Maybe he doesn't want to watch any more.
Maybe he wants to be.
"They warned me that you were an angel," Q says.
'They' could mean many things, but Bond just says oh? and adjusts the cuffs of his sleeves as he slips through the Metropolitan tube. The busy compartment doesn't so much as bat an eyelash at him, but the motions of jumping onto the speeding underground without clambering in through the cattle car doors is beyond their ignorant, rush-hour minds.
"Yes," Q continues, his voice as smooth as the communications refined. Computer keys click-clack under his command, but Bond reveals nothing to the CCTV cameras turning with the Quartermaster's influence. "I can't imagine why."
"Can't you?" Bond replies, squeezing through the crowds of people. Some grunt and frown and refuse to budge, but they would, Bond knows, if they knew exactly what was stalking through their blissful, oblivious lives. "Pity. My wings are quite impressive, I'll have you know."
Q's reply is instantaneous and unwavering despite the looming threat of sheer calamity ticking down elegantly between them. "Never fear," he says. "Your ego rather makes up for it."
Kincade has gotten older, as has the house.
(It is only Bond who retraces these paths with a face of an age of long ago, and eyes just as cold, perhaps more so).
Skyfall creaks and groans and welcomes Bond home - welcomes him as well as it can, with dust and memories scattered over broken promises and broken lives. Once magnificent, the manor is all but ruin now, but Bond has always had an eye for ancient, derelict things. There is beauty in Skyfall that he has seldom found elsewhere, and even as he tears up the floorboards, guts the heart of the house, and barricades the last of Scotland's sunlight far from this shambolic monarch of a home, Skyfall stands spectacular.
He embattles the house because he has brought desuetude upon it, and it is the least he can do.
Rather, it is all that Skyfall can do now, disused at it is. He'll make it a weapon and light it in flames, and if the sky is going to fall, then the earth can fall with it.
M gasps her last sorry breath in his arms and soaks his wings with blood.
His feathers are dark and glorious and now they droop just so, and Bond never expected it to hurt this much.
Skyfall burns around him, and Bond thinks, don't we all?
Afterwards - after Moneypenny, the funeral, and the ugliest bulldog trinket that Bond has ever seen; after day and after night, and after losing hours somewhere between Heaven and Hell, Bond downs an entire bottle of Jack Daniel's and uncurls his wings to the London dawn. In silhouette, he ceases to exist, merely a shadow against the skyline and a bird too close to the sun.
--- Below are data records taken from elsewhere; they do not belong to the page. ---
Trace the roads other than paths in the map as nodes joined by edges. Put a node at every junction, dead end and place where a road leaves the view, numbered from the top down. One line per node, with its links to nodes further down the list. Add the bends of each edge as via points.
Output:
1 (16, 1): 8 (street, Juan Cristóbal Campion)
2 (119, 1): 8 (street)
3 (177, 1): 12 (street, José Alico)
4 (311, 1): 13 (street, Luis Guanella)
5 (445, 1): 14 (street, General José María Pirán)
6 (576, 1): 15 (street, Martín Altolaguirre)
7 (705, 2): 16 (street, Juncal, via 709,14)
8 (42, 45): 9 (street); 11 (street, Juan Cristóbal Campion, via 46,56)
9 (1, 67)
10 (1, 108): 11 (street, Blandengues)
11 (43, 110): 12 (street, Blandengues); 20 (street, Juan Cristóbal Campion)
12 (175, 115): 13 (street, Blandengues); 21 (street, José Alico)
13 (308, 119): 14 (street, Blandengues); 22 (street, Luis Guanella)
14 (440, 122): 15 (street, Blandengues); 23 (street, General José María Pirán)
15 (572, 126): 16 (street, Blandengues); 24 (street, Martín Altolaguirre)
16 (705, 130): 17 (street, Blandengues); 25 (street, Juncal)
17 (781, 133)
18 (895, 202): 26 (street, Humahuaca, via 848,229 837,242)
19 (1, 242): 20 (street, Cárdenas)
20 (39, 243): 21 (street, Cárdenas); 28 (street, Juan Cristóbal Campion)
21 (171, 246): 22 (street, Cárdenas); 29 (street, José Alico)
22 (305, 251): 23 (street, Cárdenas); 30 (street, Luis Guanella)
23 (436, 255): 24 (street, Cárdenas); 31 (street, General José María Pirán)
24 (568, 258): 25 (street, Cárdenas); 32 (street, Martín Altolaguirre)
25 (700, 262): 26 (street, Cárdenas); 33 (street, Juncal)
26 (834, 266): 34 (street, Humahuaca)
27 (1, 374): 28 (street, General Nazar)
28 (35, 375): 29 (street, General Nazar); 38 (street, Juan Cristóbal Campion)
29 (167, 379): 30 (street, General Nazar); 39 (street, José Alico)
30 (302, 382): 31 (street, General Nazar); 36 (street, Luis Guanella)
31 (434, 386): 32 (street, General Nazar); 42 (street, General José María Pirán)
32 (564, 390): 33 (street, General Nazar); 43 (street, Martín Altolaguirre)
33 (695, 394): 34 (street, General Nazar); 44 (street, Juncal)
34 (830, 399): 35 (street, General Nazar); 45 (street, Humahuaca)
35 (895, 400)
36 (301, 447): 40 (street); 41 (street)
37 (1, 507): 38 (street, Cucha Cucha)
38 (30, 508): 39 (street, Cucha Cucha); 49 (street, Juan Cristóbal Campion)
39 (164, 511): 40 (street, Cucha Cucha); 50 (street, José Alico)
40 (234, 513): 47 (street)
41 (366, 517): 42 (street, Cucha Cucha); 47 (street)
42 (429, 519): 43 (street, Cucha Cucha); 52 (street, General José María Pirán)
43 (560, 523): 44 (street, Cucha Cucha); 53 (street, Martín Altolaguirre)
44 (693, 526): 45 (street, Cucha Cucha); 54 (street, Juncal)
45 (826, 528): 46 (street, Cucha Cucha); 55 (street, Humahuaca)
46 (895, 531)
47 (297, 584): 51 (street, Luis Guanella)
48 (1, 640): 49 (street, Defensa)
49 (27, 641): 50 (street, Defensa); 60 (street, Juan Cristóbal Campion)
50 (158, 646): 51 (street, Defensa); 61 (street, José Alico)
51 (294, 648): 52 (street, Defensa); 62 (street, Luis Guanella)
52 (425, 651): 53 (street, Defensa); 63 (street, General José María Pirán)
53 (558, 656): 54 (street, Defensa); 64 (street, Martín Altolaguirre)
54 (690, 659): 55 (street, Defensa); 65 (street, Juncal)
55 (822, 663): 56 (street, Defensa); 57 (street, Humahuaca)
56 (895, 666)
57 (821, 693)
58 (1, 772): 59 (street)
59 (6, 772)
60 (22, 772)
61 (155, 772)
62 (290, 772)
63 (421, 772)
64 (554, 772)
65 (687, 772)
Nobody can see his wings - unless he wills them, unless he dares them to see, but he is alone up here beneath the fog and rainy clouds, and he prefers it that way. Dusky feathers stretch out, two great wings enfolding the sky. Bond reaches up and runs his hand through the quills, tracing the blood splatters with his fingertips and feeling the ruin with his skin.
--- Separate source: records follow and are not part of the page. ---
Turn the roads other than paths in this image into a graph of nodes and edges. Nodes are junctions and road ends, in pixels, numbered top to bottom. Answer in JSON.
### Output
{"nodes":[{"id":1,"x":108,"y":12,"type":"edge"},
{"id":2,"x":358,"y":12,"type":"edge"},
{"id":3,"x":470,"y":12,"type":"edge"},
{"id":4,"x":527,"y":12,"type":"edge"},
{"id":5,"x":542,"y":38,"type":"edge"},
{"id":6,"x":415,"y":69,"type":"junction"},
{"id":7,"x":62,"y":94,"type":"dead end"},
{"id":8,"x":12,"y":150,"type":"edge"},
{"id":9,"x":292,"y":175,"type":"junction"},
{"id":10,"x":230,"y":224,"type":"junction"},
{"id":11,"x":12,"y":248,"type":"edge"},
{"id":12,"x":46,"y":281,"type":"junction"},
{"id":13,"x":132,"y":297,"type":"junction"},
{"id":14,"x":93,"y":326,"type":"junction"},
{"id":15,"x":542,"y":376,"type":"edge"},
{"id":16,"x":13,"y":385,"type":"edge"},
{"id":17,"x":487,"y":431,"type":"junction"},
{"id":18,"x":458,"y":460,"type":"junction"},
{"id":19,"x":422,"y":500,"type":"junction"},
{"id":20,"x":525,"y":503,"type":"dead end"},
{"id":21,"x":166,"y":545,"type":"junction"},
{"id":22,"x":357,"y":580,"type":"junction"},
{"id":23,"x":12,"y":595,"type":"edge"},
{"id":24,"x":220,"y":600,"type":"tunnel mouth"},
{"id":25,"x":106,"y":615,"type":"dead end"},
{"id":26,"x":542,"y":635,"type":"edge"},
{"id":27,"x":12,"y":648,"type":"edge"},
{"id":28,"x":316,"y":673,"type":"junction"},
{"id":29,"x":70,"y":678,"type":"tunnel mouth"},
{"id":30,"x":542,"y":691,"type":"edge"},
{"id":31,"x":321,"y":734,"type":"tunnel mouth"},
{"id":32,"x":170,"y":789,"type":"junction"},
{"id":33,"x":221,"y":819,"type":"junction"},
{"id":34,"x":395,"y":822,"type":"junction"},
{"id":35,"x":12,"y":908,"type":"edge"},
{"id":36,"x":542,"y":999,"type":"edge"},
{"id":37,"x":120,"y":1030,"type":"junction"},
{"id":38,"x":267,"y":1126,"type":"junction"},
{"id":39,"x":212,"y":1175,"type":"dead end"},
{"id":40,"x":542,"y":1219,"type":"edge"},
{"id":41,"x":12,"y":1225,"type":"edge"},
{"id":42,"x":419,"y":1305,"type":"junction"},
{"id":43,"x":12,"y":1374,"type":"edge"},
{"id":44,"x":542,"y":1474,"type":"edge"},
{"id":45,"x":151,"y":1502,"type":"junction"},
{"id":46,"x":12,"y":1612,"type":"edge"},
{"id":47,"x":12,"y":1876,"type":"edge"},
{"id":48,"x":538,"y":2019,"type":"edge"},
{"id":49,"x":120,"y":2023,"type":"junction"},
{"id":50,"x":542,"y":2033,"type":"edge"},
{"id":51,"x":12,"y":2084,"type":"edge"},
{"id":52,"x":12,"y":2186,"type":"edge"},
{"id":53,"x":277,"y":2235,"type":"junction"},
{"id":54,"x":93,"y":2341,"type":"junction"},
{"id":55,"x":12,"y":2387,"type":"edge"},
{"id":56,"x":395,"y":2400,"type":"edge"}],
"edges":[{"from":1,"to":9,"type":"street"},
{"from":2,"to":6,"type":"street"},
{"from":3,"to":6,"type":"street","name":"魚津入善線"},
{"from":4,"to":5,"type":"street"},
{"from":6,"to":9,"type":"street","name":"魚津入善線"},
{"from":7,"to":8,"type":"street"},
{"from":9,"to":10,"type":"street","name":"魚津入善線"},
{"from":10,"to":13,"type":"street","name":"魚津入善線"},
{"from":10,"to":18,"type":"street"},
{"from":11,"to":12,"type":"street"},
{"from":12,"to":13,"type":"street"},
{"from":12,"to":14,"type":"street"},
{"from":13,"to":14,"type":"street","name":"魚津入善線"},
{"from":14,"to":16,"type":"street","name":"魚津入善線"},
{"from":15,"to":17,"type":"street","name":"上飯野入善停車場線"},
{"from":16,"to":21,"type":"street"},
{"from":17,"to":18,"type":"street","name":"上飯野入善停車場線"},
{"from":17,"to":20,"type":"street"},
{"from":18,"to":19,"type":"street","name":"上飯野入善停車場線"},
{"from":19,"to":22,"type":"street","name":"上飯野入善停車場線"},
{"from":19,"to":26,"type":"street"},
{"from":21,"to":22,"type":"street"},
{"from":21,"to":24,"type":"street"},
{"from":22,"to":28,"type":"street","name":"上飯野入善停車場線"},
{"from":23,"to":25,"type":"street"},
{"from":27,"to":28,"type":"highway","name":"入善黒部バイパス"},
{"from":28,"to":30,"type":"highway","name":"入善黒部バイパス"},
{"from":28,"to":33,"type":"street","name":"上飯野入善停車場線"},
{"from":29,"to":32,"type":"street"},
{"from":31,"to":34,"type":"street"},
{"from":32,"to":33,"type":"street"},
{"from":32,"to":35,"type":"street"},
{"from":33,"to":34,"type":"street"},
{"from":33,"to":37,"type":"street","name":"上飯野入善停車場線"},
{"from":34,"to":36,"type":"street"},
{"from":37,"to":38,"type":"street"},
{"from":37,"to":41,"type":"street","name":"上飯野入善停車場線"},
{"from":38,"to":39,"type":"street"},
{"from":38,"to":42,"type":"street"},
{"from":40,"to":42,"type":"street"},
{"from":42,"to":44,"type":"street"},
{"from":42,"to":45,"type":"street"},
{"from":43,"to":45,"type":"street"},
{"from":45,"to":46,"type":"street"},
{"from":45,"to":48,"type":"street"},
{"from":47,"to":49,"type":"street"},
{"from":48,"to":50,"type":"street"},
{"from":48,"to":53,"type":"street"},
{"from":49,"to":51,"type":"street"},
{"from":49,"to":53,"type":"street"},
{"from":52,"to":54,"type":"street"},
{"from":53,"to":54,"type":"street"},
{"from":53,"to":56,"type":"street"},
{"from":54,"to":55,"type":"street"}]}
They are heavier than they used to be.
He wonders if she had been able to see them in her final moments; he wonders if that is the point.
He wonders if they'll lift him any more, but when he looks out across the cityscape and sees all the places he might not reach and all the places he may (even now; especially now), Bond picks up another bottle of whiskey instead of finding out. He hates Jack Daniel's but he doesn't particularly hold himself in any favour either, so maybe he drinks cheap whiskey to smother the despicable part of his soul.
Intoxication is a beautiful state he'll never reach, but he lets himself drift away anyway, sprawled across the rooftop with his wings spread afar.
He may have never fallen, but sometimes Bond doubts there is any further he could fall.